── Available data ──

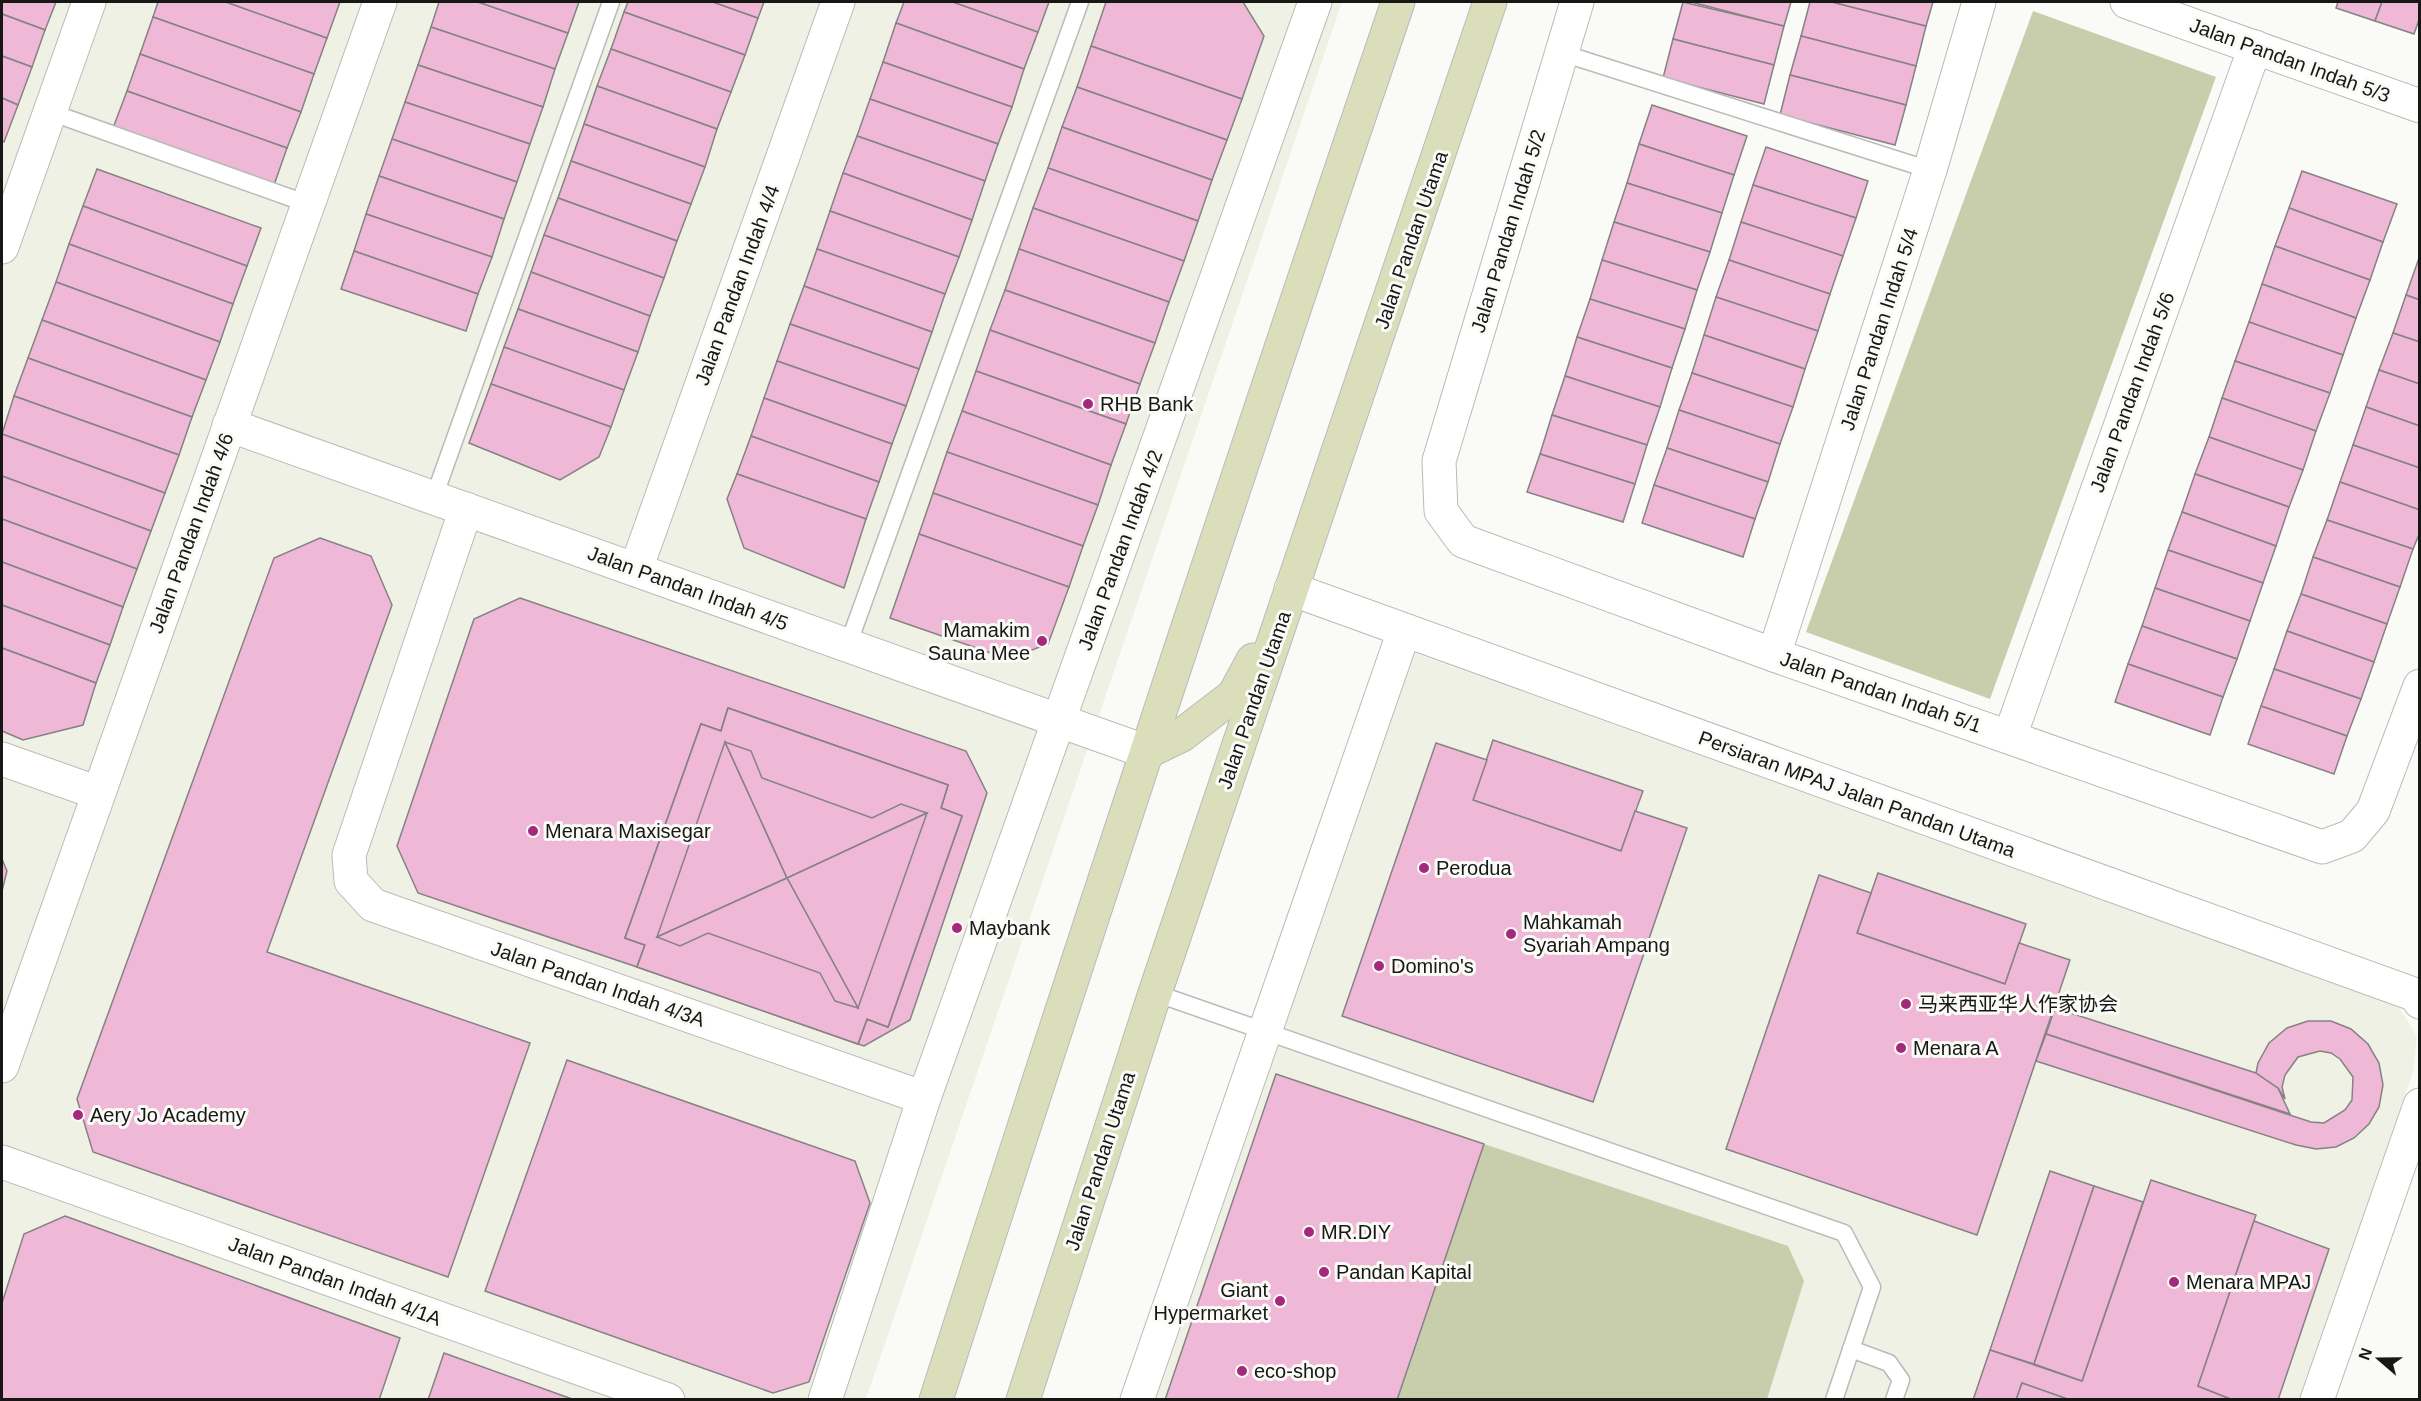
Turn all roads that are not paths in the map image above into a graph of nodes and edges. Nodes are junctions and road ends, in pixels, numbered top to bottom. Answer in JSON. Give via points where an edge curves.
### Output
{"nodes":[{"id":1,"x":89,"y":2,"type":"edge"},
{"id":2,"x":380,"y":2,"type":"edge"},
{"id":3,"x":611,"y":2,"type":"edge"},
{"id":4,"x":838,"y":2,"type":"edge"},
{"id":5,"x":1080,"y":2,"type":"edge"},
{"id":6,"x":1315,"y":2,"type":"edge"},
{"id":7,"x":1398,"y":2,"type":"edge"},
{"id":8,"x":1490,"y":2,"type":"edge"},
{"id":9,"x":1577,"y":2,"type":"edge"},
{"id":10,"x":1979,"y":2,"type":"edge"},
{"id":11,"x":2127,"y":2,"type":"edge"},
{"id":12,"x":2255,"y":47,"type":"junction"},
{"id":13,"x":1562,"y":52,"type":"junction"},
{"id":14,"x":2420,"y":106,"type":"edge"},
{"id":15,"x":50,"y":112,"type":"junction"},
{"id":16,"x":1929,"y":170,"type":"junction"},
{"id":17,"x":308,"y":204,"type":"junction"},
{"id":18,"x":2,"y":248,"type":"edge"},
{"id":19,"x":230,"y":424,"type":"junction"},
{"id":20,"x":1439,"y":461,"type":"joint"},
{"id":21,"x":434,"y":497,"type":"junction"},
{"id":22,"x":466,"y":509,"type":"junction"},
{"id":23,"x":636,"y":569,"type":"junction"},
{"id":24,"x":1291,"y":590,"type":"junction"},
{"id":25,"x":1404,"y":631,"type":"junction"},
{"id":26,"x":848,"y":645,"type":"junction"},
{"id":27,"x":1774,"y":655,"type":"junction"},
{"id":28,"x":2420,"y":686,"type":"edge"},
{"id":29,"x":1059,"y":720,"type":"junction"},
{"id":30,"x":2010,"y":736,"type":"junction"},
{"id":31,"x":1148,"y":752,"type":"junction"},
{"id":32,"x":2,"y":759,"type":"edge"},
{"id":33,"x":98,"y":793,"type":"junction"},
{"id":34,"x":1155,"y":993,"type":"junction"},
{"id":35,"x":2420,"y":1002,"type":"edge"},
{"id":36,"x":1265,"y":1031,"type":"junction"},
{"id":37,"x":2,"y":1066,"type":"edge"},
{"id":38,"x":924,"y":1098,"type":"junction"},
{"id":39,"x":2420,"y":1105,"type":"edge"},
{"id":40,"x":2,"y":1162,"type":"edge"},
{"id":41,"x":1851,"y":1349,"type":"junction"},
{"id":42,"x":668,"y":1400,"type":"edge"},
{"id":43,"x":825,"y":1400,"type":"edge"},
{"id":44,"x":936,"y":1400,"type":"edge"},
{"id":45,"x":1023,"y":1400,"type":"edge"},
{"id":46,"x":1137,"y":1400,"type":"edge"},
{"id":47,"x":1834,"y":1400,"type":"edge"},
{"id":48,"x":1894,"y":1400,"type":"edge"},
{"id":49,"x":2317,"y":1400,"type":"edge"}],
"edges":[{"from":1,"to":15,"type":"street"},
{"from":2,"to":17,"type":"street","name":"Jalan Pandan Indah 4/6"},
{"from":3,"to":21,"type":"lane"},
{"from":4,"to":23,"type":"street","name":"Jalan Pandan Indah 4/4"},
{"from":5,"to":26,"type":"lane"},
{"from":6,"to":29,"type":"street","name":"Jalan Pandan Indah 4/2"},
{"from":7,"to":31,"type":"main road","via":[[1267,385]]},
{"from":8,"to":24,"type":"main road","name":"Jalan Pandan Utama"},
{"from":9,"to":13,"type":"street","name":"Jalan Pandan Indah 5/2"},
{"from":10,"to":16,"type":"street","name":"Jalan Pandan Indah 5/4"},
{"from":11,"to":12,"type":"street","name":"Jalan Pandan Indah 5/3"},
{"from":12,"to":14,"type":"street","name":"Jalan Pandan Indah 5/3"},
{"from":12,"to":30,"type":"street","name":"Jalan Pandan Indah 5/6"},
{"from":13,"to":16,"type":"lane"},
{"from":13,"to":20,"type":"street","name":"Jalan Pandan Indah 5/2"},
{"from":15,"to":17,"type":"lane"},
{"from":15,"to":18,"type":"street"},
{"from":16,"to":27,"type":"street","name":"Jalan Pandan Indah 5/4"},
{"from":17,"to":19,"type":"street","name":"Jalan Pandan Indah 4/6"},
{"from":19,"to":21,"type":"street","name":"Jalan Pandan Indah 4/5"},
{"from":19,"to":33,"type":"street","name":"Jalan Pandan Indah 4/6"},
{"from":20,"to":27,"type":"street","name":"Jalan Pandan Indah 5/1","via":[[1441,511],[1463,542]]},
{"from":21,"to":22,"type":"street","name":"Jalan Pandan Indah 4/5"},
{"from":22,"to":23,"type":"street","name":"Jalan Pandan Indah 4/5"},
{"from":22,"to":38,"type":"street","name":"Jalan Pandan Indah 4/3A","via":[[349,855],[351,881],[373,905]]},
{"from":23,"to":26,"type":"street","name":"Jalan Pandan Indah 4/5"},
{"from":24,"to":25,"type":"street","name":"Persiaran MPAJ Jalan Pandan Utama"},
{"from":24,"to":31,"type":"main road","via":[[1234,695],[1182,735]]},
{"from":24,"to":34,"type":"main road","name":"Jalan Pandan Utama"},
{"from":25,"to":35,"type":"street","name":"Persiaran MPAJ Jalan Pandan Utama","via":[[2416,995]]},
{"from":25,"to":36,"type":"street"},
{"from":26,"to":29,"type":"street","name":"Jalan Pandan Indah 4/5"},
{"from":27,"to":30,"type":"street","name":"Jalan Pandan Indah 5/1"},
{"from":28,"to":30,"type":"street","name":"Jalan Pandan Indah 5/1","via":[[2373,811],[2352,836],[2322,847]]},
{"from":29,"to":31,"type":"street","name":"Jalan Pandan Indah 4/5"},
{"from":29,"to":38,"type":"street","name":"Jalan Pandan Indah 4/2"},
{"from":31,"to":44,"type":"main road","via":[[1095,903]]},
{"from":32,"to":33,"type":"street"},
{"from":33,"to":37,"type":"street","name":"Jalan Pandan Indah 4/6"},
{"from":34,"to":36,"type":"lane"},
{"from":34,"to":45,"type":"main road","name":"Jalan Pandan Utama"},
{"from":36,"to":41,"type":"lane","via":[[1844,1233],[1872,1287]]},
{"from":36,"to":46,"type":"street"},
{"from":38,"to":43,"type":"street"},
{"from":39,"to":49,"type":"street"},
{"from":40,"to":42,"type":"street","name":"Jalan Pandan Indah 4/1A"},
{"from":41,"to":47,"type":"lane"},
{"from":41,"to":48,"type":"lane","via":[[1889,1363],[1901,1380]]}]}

───

What you will do | All that is needed is the number of lines above in which the string "Persiaran" appears.

Solution for this task | 2